One of his most successful inventions, says Georgia Tech professor Thad Starner, is a four-inch strip of Velcro that sticks his "Twiddler" keyboard to the side of his shoulder bag. The Twiddler is a handheld chording keyboard manufactured by the Handkey corporation, and the Velcro lets Starner grab his keyboard and start typing in just two seconds flat.
Indeed, speed of access is one of the determining factors in whether a mobile information device will be used for mundane and casual tasks, according to a paper Starner recently published. Two seconds from storage to use is optimal. More than 10 seconds, the device stays unused.

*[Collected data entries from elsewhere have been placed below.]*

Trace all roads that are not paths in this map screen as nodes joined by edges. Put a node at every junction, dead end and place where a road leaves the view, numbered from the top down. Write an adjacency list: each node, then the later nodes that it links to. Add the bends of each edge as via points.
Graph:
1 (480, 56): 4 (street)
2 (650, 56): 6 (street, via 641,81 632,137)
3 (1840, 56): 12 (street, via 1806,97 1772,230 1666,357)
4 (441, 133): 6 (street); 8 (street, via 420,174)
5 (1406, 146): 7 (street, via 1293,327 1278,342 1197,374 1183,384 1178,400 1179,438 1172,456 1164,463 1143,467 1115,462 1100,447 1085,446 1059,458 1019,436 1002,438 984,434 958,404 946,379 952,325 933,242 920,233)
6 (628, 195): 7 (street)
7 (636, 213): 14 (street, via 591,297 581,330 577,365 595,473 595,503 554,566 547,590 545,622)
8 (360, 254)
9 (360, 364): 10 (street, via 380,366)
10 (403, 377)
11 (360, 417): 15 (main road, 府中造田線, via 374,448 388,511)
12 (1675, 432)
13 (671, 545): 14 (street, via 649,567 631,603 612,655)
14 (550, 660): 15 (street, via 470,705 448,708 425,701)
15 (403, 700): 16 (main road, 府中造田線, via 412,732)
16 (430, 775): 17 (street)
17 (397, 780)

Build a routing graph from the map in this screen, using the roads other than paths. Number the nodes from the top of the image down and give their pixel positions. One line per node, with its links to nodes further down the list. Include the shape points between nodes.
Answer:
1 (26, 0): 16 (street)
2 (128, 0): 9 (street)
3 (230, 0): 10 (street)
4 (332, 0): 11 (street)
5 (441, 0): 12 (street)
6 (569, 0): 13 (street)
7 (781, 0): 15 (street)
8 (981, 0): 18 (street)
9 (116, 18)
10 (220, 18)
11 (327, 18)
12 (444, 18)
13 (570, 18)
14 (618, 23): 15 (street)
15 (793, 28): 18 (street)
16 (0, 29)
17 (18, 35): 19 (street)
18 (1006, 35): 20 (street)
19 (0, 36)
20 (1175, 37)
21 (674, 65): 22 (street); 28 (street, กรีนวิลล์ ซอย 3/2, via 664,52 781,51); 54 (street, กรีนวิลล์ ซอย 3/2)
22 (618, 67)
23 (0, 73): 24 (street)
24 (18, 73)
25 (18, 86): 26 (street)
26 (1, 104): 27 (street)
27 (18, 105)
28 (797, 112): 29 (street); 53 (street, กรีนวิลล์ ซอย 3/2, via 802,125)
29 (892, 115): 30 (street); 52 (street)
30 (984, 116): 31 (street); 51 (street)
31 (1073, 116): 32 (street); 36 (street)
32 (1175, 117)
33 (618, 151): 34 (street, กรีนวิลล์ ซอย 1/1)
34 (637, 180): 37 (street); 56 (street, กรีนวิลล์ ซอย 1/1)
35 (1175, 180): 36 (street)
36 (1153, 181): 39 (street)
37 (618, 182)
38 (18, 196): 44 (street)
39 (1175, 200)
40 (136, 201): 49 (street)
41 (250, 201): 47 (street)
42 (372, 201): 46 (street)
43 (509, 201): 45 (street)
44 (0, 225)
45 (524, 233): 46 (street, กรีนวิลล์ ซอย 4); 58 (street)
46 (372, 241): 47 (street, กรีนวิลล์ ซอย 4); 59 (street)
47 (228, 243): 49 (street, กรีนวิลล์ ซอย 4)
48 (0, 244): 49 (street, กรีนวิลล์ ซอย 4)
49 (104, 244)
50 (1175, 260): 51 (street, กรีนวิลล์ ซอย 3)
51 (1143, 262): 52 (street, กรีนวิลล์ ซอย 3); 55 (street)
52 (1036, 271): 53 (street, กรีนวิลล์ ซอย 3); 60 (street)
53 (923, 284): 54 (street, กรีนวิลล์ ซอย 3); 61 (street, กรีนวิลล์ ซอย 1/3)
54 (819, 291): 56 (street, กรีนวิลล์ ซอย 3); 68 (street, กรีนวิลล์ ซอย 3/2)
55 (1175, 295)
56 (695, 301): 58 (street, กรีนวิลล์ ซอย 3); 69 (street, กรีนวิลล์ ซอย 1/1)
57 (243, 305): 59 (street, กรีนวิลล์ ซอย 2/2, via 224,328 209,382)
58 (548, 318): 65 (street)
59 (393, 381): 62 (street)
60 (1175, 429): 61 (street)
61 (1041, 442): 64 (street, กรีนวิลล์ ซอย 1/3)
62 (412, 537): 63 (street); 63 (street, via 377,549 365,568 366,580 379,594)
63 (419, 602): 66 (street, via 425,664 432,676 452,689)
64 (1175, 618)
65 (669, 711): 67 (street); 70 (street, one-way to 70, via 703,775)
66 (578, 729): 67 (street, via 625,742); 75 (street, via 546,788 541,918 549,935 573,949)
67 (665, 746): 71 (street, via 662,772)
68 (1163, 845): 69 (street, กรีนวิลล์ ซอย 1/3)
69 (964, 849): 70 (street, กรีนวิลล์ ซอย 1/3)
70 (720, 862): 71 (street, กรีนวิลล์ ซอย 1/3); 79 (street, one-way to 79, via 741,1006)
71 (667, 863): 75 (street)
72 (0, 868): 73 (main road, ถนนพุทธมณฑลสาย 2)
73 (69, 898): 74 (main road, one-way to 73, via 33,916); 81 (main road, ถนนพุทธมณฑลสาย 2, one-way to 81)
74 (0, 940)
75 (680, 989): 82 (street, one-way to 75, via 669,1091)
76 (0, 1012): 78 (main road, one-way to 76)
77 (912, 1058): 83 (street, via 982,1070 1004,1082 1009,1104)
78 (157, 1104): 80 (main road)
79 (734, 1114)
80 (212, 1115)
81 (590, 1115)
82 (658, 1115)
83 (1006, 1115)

One of the fundamential questions makers of PDAs and other portable devices will have to answer is "How do people make notes?" That is, how do we makes notes of things that we'll need or want to recall at a later time? The obvious answer is "grab a pen and a notepad and jot it down." For now, that's a satisfying and ultimately reliable method--or is it? Yes, I've tried using a PDA to keep track of things, but the batteries died and I lost everything, but then I've jotted down notes and phone numbers only to find them at the bottom of the washing machine a few days later. Or I've been unable to read my writing, or phone numbers have no other text associated with them so I have to call them and ask "Who are you and why do I have your number?"
But then is any device that requires typing the answer? I would say not, especially one like the Twiddler (my, that's an unfortunate name) that requires learning how to type in a way that is completely different from QWERTY, which is annoying enough. I still think voice-recognition is going to be the way to go--a reliable and accurate way to speak a note and ultimately have it convert to editable text is the Holy Grail, at least to my mind. (Yes, this exists already, and I hear it's getting better and the results tend to be less "voice wreck ignition"-like. ScanSoft's Dragon Naturally Speaking may be worth investigating...)
I suppose it's only a matter of time before compter software in general becomes voice-based, rather than typing- and/or click-based. But then having Microsoft Word react to voice commands may not be such a hot idea--given some of the things I yell at it, it may try to execute some biologically improbable functions indeed.